• Subverting Chanbara: The Case of Samurai Champloo, Part 1

    [Retrospective: I recently rediscovered this paper from my last semester in FSU’s Religion Department. At the time, I was enrolled in a course titled “Samurai Ethics,” which emphasized the deliberate modern construction of a singular ideological system that came to be known as “bushidō.” I was never able to do anything with this one, but it turns out I don’t hate the argument as much now as I did when I first wrote it.]

    [Note: Part 1 focuses entirely on my methodological approach and it’s a bit dense for my liking now. If you’re into Japanese cinema or history, you may want to check it out. If you’d prefer to get into the anime, skip ahead to Part 2. A full list of sources will be included at the end of Part 3.]

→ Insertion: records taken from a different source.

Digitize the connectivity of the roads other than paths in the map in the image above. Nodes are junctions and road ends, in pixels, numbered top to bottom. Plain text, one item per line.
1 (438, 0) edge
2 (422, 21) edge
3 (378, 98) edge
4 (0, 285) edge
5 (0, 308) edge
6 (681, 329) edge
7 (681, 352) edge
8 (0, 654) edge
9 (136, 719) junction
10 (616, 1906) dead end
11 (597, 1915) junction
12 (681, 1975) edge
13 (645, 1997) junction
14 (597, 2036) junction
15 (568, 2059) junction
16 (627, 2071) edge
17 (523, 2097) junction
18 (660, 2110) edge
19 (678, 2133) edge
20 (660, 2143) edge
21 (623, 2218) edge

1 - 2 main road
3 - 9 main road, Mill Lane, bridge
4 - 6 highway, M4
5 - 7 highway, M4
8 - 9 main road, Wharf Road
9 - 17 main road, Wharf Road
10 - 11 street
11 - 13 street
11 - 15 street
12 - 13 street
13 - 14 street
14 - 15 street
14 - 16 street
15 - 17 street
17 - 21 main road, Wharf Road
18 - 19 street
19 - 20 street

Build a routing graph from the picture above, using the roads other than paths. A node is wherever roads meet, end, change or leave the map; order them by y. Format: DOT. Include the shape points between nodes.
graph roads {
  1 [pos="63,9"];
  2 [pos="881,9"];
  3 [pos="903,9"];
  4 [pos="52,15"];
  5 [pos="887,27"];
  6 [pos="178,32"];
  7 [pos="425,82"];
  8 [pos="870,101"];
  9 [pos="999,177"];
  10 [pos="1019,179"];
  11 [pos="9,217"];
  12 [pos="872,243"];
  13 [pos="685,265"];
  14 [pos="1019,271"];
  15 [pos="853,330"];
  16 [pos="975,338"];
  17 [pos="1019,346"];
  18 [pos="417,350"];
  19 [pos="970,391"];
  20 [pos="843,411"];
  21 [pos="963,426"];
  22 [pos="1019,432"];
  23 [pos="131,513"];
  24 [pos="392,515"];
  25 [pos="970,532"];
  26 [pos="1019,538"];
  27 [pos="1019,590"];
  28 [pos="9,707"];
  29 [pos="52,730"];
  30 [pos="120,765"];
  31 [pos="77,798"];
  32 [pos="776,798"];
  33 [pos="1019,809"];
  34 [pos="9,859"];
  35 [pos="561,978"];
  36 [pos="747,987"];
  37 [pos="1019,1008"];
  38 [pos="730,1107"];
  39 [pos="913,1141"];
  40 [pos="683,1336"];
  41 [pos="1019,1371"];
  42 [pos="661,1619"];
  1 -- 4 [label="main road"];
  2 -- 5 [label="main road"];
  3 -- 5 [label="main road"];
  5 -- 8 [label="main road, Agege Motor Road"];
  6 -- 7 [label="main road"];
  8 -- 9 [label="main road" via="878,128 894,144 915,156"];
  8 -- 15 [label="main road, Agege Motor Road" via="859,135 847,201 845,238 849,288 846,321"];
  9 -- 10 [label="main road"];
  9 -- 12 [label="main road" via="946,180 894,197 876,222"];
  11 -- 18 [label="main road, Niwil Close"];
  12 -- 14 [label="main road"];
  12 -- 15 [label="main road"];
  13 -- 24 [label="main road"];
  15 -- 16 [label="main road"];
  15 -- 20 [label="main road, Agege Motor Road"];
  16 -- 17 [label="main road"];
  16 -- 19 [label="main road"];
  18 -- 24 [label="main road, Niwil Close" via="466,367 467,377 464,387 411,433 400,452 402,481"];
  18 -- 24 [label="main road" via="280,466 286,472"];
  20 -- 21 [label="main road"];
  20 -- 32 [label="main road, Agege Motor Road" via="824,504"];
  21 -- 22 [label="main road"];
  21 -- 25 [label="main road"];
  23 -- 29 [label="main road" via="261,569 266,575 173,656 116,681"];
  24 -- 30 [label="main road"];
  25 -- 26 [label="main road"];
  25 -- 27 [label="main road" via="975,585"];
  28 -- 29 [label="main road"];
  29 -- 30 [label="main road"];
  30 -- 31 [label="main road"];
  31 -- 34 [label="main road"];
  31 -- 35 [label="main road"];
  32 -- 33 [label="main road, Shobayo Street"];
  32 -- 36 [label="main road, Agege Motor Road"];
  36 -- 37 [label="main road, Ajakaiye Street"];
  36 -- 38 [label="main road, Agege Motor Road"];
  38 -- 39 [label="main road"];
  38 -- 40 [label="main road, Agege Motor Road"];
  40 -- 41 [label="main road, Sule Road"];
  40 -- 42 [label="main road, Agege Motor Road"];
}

    Released in May 2004, Watanabe Shinichirō’s Samurai Champloo tells the story of three unlikely traveling companions — Fuu, Mugen, and Jin — and their journey across Japan in search of the Samurai Who Smells of Sunflowers. The twenty-six episode anime series gained popularity amongst American audiences for its novel combination of medieval Japanese and hip-hop cultures, not least because the latter plays a prominent role in its soundtrack, character design, and narrative trajectory. Subsequent analyses of the work, most of which remain confined to the realm of popular discourse, tend to focus on the apparent incongruity of these two thematic elements through a series of simple oppositional binaries: East versus West, Japanese versus Okinawan, and traditional versus modern. As a result, though, the series’ message has often been reduced to one of discontinuity and irreverence. Jin and Mugen, samurai and criminal, come to represent two opposing worlds, neither of which prove capable of meeting in any meaningful way.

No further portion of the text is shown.